The number of women in U.S. government will be at least 70 in the House, 16 in Senate and nine in governorships. This changing in the ranks is being touted by some as the next step towards the election of a woman president.
Melanie Reid of the UK's Herald wrote:
It's a no-brainer. Until there are enough women leaders, they will continue to receive the wrong kind of scrutiny. When there are more women on the playing field, there will be less emphasis on gender, appearance or spouse - and a sharper focus on what they're actually saying"
According to recent polls, nearly 3 out of 5 New Yorkers think Senator Hillary Clinton would make a good president. And a recent CBS-New York Times poll found that 92% of Americans would vote for a woman from their political party -- if they thought she was qualified.
The tide may be turning, but -- in light of the increased popularity of Botox -- women in American politics will likely have to contend with speculations on their appearances.

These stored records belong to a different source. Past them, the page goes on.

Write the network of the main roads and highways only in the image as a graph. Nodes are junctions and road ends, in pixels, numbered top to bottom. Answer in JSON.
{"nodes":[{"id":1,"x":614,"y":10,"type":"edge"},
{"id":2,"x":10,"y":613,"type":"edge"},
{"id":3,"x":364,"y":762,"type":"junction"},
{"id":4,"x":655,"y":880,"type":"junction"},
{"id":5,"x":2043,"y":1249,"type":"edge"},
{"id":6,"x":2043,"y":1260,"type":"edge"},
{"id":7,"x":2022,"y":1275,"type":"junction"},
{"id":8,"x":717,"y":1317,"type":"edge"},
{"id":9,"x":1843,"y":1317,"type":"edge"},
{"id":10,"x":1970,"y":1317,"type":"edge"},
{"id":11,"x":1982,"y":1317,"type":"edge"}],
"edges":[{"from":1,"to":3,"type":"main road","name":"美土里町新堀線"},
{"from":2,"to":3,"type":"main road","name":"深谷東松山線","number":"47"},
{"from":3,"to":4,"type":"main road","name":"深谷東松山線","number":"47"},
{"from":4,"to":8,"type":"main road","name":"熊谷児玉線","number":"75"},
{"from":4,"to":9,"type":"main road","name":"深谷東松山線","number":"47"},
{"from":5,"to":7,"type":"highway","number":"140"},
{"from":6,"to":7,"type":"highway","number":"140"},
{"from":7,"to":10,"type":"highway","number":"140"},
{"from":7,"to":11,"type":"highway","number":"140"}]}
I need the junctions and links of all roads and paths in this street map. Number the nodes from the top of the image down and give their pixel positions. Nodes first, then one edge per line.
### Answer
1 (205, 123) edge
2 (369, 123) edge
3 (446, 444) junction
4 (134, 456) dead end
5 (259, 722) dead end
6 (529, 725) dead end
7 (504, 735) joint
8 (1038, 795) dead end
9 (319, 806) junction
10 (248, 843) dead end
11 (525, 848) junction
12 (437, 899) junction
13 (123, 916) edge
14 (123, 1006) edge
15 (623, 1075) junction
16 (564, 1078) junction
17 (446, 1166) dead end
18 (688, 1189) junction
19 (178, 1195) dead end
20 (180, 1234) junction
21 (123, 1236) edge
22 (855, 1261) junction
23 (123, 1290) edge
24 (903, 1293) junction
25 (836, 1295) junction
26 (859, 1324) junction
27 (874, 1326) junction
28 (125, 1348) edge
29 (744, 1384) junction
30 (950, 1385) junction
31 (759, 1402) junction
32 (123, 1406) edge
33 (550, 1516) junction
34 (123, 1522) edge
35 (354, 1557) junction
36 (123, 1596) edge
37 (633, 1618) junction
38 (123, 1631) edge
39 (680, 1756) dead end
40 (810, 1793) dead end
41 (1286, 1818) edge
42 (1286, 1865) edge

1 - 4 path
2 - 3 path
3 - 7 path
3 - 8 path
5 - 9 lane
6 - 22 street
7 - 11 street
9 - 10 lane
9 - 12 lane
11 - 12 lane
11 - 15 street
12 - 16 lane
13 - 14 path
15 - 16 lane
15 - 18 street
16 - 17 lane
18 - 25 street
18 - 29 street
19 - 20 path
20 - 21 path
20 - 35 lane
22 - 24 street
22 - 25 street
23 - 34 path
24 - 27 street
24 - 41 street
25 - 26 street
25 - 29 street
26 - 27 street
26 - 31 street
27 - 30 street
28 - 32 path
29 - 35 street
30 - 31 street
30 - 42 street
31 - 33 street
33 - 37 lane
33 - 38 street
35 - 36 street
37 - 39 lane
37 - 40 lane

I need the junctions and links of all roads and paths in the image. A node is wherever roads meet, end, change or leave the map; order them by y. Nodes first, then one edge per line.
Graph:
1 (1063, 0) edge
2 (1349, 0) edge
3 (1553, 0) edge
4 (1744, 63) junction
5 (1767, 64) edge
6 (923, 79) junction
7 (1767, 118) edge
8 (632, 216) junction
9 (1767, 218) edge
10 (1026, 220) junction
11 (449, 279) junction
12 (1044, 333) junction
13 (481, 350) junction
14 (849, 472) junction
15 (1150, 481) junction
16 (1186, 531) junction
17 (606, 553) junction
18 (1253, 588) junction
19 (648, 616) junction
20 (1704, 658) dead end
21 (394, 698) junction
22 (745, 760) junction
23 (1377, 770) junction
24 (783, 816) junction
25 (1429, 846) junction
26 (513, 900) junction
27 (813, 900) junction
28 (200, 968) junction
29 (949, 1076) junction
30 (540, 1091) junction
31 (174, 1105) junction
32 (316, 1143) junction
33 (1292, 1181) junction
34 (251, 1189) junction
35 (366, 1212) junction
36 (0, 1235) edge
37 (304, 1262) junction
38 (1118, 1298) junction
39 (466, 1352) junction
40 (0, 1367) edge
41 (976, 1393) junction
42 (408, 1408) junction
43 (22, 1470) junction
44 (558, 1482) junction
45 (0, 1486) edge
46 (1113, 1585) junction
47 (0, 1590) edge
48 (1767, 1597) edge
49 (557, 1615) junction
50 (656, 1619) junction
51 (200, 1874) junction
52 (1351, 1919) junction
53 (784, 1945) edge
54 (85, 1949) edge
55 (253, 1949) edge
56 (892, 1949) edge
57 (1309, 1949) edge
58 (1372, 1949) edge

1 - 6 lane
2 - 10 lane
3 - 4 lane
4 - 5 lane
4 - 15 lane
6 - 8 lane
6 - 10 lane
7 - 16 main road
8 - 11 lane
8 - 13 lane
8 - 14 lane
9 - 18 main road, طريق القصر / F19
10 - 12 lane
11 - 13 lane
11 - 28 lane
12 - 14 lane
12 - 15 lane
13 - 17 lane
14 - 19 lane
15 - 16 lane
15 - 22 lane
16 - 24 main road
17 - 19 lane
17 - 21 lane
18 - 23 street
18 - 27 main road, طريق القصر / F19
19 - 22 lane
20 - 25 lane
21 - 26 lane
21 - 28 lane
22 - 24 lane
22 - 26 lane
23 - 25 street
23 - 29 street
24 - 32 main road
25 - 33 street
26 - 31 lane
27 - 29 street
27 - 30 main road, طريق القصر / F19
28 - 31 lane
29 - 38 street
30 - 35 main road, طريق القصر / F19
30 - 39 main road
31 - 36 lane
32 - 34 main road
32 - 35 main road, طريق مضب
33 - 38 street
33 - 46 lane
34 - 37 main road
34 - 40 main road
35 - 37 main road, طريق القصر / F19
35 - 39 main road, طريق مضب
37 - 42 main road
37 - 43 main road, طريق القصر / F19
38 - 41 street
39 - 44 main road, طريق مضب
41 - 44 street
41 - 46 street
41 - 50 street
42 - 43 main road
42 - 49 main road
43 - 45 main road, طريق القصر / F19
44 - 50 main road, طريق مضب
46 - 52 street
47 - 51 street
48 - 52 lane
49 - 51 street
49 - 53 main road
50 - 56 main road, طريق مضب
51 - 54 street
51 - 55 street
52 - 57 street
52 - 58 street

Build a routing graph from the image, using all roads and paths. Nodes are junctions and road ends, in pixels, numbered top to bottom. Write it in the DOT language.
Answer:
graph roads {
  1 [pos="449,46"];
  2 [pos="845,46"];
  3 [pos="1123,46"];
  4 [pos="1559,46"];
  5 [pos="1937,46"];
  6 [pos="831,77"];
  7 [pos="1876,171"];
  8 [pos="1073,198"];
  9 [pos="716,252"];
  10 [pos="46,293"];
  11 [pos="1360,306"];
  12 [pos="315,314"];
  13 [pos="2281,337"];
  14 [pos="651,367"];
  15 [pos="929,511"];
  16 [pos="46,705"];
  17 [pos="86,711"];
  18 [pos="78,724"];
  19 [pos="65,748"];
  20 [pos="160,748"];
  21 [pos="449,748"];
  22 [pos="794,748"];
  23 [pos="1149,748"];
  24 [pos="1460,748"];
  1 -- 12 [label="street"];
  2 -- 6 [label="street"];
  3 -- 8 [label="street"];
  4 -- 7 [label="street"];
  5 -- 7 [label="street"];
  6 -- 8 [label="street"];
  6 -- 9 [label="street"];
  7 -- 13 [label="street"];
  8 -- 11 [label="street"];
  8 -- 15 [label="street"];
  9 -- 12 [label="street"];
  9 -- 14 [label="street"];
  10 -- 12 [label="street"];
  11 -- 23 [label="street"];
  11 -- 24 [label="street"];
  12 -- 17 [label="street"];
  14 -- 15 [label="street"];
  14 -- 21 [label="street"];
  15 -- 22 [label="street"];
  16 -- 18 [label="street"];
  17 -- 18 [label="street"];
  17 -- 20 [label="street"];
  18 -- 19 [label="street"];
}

Both Sen. Clinton and Rep. Nancy Pelosi have been alleged to have undergone plastic surgery, and have undergone some fashion criticism from the press. Most recently, the Guardian described Pelosi as "an Armani clad...left winger of the caricaturists' dreams."
Women in Congress are expected to address issues about family. According to the New Jersey Star-Ledger, the increased number of women in Congress will mean increased focus on minimum wage, stem cell research and health care policies.
While most women elected were Democrats, several of the incumbents elected are Republicans, including Hawaii Governor Linda Lingle. On election night, Lingle said increasing affordable housing, reducing the cost of living and improving education would be her top priorities.